Among the entries below, take the line with "const dot = new Path2D();" and the line with "strokePath(dot, '#e8cdaf', 1.5);", and output them and every line between them exactly, with nothing else.

(Records contained in a dataset)

* * *

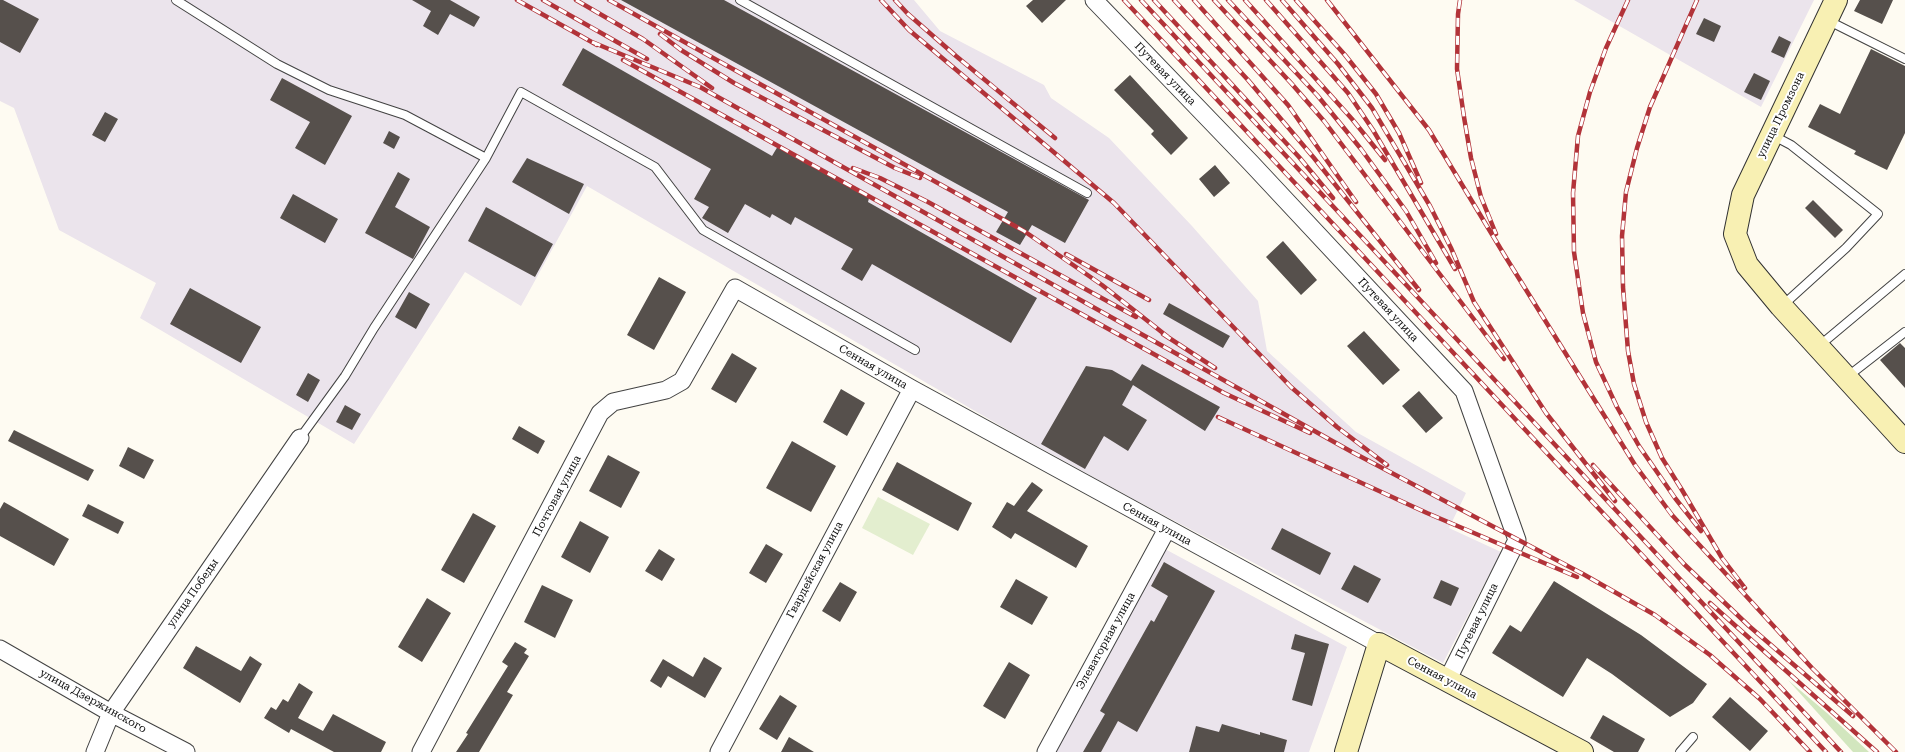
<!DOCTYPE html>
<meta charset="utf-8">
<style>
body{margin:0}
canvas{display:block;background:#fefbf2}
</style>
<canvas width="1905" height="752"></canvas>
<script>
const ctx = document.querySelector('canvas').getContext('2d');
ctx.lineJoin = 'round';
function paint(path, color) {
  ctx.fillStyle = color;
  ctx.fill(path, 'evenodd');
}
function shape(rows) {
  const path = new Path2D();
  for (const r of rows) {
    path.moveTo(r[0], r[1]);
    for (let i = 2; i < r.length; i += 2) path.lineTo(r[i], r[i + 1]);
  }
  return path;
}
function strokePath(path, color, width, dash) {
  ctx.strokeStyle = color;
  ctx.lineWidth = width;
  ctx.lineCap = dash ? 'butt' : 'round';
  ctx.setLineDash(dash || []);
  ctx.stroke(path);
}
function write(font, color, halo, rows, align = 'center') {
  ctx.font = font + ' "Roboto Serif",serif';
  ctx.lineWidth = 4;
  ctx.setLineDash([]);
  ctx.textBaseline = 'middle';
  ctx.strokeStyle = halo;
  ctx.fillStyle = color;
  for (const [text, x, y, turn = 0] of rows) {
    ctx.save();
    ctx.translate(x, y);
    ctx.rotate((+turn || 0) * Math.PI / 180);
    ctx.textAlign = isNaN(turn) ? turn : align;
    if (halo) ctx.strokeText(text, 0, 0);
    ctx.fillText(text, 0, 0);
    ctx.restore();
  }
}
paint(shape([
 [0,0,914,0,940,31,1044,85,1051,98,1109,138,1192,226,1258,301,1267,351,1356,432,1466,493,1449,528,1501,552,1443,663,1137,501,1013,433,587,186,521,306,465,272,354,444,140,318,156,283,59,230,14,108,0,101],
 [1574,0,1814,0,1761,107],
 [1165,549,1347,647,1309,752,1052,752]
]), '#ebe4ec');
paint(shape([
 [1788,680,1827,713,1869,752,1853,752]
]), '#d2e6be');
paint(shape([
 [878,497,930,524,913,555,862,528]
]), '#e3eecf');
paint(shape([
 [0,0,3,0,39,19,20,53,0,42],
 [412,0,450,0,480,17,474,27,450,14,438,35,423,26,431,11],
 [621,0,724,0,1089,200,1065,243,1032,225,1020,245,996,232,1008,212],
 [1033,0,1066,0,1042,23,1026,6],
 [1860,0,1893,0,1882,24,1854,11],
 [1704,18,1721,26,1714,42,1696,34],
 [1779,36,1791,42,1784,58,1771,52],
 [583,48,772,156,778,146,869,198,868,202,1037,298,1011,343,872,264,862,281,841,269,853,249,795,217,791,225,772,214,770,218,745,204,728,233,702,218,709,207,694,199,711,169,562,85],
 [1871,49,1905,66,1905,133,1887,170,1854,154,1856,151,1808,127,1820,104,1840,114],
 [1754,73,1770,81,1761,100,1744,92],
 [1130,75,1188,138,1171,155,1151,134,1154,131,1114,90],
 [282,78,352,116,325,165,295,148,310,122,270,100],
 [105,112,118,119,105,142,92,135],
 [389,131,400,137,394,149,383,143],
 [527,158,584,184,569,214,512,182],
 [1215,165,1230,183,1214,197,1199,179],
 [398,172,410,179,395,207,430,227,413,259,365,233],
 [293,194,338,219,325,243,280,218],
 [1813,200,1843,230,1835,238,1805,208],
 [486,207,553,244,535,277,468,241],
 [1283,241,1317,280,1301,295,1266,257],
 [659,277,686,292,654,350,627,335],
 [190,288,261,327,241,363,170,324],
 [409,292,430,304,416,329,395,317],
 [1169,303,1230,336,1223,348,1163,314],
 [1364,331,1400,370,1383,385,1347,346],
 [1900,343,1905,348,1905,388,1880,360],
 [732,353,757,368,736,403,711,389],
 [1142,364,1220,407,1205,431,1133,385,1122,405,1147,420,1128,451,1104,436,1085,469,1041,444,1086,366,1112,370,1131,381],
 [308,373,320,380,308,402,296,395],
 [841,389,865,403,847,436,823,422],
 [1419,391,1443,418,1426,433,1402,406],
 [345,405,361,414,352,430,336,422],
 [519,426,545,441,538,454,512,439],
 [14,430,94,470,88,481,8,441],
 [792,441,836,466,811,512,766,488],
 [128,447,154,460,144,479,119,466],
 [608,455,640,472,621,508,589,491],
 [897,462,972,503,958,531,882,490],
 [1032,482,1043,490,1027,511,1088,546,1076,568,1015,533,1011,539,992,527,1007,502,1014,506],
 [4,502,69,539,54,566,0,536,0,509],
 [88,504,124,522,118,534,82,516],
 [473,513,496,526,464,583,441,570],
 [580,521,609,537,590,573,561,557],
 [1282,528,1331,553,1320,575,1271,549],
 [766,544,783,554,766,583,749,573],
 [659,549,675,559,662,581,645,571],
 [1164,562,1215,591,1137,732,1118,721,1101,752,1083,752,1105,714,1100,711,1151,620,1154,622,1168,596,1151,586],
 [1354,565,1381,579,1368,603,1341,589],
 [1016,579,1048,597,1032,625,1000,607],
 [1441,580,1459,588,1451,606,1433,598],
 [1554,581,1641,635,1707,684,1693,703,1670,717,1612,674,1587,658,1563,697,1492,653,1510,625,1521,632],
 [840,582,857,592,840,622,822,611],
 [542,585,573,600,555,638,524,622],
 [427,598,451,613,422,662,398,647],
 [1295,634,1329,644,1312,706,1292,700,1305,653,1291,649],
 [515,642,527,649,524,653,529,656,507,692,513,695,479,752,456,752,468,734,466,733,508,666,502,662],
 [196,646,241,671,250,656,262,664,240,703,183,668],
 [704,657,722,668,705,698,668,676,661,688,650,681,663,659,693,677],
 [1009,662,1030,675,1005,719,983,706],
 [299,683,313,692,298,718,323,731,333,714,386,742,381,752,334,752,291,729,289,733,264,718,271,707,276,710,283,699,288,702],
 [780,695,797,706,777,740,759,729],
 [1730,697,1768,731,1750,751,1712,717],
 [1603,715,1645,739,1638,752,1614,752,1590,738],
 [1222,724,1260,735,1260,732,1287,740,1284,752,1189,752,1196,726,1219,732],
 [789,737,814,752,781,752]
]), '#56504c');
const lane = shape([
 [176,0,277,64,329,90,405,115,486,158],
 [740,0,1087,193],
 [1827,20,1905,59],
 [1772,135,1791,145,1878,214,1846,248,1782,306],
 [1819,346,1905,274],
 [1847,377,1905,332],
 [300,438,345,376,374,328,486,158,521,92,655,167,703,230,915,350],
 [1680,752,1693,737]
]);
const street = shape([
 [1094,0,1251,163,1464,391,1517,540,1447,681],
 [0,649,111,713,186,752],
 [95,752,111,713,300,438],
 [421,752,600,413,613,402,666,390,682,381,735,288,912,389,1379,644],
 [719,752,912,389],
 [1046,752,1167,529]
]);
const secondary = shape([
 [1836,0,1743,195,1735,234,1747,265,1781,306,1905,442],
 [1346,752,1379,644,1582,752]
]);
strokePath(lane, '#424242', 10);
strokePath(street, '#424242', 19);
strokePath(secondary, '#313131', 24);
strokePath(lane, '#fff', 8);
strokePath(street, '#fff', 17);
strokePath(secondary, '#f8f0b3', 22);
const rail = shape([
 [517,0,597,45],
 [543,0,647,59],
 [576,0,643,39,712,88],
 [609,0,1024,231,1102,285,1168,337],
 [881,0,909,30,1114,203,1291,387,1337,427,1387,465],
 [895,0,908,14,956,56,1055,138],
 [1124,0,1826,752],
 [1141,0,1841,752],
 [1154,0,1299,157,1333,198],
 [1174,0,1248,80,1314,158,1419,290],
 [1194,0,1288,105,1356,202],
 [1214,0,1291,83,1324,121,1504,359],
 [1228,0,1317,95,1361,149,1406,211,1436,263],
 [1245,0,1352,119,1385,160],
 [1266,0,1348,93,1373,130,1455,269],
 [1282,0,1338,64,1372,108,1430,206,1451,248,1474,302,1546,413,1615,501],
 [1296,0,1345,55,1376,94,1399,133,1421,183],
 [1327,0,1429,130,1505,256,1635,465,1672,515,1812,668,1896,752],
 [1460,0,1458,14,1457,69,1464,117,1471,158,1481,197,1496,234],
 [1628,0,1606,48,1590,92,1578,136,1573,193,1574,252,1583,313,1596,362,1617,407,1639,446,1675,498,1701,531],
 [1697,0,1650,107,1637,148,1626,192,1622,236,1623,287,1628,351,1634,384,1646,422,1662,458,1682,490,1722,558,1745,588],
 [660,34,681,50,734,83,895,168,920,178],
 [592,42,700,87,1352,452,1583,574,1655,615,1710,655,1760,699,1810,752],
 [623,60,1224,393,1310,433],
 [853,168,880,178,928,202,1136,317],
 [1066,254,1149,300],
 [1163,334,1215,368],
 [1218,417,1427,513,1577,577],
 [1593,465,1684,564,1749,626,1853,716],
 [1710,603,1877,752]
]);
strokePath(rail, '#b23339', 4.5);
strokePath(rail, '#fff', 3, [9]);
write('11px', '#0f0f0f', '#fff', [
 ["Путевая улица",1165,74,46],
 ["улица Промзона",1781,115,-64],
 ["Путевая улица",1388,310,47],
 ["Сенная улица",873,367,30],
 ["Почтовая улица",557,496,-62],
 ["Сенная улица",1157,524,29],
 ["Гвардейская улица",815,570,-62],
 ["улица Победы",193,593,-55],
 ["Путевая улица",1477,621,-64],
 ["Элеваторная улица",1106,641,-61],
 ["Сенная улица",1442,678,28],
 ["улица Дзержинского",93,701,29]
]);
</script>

* * *

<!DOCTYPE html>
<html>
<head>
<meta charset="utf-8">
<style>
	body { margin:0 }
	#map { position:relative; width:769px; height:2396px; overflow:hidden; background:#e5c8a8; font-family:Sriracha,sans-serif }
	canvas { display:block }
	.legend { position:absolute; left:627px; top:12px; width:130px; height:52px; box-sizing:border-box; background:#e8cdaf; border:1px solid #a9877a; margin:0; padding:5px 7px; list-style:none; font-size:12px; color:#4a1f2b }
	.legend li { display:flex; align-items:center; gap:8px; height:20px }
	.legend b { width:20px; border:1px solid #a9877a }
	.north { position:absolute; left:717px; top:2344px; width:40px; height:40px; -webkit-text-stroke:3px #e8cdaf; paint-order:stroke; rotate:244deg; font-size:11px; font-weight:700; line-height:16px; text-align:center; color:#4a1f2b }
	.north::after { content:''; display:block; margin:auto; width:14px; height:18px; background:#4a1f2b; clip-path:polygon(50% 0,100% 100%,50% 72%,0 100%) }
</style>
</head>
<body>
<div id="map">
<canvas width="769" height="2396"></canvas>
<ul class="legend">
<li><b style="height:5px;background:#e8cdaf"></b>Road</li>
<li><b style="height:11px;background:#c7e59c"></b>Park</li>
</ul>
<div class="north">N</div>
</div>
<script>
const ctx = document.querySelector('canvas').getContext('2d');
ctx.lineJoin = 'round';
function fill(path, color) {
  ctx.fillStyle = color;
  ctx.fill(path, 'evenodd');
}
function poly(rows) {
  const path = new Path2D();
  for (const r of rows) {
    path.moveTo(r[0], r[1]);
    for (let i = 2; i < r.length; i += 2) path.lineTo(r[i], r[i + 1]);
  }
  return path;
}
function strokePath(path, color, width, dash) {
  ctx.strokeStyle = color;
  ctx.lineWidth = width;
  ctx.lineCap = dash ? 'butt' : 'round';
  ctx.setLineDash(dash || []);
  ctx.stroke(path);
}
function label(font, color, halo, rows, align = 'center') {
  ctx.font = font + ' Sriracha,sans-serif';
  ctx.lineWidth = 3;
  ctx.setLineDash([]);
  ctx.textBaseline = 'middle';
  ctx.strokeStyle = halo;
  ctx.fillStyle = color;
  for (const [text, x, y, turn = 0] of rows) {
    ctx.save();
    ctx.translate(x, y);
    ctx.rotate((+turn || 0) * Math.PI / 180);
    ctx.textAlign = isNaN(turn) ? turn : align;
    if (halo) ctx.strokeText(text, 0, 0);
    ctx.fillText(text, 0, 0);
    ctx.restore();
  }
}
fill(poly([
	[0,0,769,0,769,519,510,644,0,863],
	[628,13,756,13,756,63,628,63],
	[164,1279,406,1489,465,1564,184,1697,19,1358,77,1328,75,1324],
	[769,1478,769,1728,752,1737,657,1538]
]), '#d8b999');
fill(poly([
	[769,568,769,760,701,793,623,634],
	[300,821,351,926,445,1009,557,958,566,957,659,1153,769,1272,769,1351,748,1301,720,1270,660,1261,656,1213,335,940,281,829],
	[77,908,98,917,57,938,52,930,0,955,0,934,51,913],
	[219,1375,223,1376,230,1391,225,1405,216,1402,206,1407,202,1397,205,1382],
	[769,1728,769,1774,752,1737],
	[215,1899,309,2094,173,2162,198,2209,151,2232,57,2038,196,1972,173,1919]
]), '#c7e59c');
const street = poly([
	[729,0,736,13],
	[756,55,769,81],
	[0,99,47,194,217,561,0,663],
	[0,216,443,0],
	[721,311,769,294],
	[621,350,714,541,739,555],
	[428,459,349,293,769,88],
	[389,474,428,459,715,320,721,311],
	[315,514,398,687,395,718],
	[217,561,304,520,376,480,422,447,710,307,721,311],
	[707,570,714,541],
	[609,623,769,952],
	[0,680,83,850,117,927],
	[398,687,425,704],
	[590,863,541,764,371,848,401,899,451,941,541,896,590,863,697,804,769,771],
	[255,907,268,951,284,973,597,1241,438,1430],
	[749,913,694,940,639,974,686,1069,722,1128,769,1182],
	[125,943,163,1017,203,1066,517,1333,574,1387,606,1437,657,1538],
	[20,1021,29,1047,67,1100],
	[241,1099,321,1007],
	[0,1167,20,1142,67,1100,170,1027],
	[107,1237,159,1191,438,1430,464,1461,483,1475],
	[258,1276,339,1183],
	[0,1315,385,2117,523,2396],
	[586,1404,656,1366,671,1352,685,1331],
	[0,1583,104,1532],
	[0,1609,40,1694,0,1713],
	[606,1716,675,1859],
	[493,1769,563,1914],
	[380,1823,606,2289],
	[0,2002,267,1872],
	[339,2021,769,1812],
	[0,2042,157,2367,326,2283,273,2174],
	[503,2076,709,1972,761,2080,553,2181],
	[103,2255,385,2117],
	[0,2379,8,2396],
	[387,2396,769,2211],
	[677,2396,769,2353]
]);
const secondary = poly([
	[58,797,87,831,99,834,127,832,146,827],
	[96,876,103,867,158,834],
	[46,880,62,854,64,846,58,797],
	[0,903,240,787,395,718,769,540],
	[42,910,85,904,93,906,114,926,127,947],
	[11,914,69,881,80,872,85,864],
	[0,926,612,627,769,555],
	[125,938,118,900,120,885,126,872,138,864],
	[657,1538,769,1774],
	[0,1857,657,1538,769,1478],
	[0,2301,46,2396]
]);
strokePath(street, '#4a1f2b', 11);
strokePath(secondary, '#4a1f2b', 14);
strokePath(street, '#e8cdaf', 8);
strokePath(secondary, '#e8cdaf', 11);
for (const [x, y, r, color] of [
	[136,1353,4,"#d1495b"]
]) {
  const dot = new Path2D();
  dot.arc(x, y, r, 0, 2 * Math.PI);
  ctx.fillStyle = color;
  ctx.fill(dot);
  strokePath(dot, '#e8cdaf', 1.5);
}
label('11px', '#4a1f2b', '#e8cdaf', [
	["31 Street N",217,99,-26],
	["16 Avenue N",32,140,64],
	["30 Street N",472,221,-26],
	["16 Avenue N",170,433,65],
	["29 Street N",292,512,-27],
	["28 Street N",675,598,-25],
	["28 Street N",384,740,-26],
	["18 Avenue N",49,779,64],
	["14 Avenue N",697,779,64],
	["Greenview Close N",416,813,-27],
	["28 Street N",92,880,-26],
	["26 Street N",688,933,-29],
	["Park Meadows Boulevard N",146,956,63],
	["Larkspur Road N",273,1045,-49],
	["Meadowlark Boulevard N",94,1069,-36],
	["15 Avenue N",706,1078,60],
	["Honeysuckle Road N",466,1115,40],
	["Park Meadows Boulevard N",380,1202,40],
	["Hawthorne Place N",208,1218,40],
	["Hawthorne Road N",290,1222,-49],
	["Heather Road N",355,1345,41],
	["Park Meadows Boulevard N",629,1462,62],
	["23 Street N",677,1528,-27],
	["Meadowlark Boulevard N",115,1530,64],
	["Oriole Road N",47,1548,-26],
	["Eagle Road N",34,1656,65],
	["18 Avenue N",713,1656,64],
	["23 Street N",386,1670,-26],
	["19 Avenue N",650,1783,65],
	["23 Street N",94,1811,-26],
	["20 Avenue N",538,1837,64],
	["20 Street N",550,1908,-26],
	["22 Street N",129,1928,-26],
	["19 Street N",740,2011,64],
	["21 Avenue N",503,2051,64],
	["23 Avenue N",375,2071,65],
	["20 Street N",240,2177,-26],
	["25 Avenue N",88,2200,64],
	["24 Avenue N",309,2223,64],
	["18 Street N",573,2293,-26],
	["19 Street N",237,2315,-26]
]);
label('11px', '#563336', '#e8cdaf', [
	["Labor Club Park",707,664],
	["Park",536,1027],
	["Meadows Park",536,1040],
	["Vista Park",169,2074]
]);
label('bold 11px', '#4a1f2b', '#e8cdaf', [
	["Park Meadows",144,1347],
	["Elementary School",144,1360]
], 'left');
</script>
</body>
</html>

* * *

* _Result for this task_
  const dot = new Path2D();
  dot.arc(x, y, r, 0, 2 * Math.PI);
  ctx.fillStyle = color;
  ctx.fill(dot);
  strokePath(dot, '#e8cdaf', 1.5);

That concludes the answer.